Infamous and hilarious translation disasters
Translation is an art, a science and a minefield! Get it right and nobody notices. Get it wrong and everybody notices.
Most languages feature words which have multiple meanings (homonyms). In English, the word mine is a possessive adjective but can also mean a place where minerals are extracted or a type of bomb. A field is a meadow but also an area of specialist knowledge.
Languages may also have multiple words with similar meanings. There are at least 46 Icelandic words for snow.
To make matters worse, several languages can include the same word with an identical spelling. However, the meaning can be very different. In English a gift is a present, in German it’s poison, in Norwegian, gift means married.
Translating is fraught with difficulties.

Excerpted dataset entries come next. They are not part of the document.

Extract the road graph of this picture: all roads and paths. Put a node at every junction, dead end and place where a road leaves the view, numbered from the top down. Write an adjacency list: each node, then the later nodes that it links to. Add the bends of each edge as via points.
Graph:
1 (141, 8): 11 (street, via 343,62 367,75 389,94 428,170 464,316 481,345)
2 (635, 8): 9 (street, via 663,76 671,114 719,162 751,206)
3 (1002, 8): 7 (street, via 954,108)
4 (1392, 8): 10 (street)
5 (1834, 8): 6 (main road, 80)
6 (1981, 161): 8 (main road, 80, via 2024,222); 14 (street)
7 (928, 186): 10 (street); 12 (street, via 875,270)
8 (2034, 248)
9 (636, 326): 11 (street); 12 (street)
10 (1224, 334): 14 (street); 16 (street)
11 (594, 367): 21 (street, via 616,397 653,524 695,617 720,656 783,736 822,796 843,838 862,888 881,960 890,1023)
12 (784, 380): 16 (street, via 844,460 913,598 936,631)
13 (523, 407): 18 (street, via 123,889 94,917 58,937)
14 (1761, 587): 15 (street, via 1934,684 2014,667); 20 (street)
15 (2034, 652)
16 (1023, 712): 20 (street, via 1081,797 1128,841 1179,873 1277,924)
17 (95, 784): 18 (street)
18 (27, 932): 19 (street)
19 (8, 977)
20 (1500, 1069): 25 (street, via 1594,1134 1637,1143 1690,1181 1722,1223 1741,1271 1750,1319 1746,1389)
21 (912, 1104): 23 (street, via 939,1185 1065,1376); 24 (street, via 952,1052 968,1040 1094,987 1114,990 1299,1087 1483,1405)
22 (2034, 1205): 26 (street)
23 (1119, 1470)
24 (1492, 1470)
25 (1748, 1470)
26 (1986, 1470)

Colloquialisms, cultural differences and nuances ensure that mistakes are easily made. The consequences can be hilarious but also devastating for businesses. Even the biggest brands sometimes get it wrong.
When big brands got it wrong
Coca Cola once attempted to recreate the iconic brand name for the Chinese market and wanted to evolve something that sounded like Coca Cola. Unfortunately, what they came up with meant “Bite the White Tadpole”. Similarly, when KFC translated the slogan “finger lickin’ good” into Chinese, their new slogan meant “eat your fingers off”. Pepsi’s “come alive with the Pepsi generation” became “Pepsi will bring your ancestors back from the dead” In Taiwan.
A colloquial twist proved problematic for Coors when they launched their “Turn it loose” campaign in Spain where a literal translation of the phrase is slang for diarrhoea!
Cultural nuances ruined Colgate’s launch of a new toothpaste in France. They called it “Cue” which just happened to be the name of a pornographic magazine.
Miscarriages and molesting the chambermaid
Small businesses often translate their own signage, falling into the trap of thinking that you can’t make serious errors when just a few simple words are involved.
But you can!
A sign displayed in a Romanian hotel announced: The lift is being fixed for the next day. During that time we regret that you will be unbearable.
An advertisement in a Czech tourist agency read: Take one of our horse-driven city tours. We guarantee no miscarriages.
A sign in a Tokyo hotel said: Guests are requested not to smoke or do other disgusting behaviours in bed.
At another Japanese hotel, a room featured a sign which read: You are invited to take advantage of the chambermaid.
A hotel elevator in Paris advised: Please leave your values at the front desk.
The door of a Moscow hotel featured the following message: If this is your first visit to the USSR, you are welcome to it.
Not such a barrel of laughs
Bad translations can be truly hilarious. But there are serious consequences for businesses and brands when they get it wrong. Poor translations can be confusing, misleading or offensive. Which means they can also be very expensive!
If your product has been misrepresented or your slogan is offensive, the impact on sales can be dramatic. Americans certainly didn’t feel inspired to buy an Electrolux model when it was launched with the slogan “Electrolux vacuum cleaners really suck”!
Incorrect translations will quickly be discovered. Businesses must then rework the copy, rebrand the product and reprint all of the associated marketing materials. Costs spiral and deadlines are missed. When HSBC launched their “Assume Nothing” campaign internationally, the tagline was translated into some languages as “Do Nothing”. It cost the bank $10 million to rectify the mistranslation of a single word.
Studies suggest that people make up their minds about a website in less than 20 seconds. Clumsy wording, a lack of fluency and inaccurate translations will lead to lower conversion rates. Research has shown that almost two thirds of visitors to websites won’t make a purchase if they see poor grammar. It is thought that a single spelling error can reduce sales by 50%.
A website with poor translations may never reach its intended audience as it will be pushed down the Google rankings. Google will punish poorly translated content and can tell the difference between machine and human translations.
Things can get really expensive when contracts, warranties, disclaimers and any documents which are legally binding have been poorly translated. Inaccuracies and misspellings could lead to the cancellation of contracts, the failure of investments and extremely costly litigation.
How to avoid translation disasters
Don’t let the laughs be on you! There is no substitute for expert human translators. Only they possess the linguistic skills, local knowledge and cultural understanding required to deliver successful translations. The finest translation and localisation services could be the difference between incredible success and complete disaster.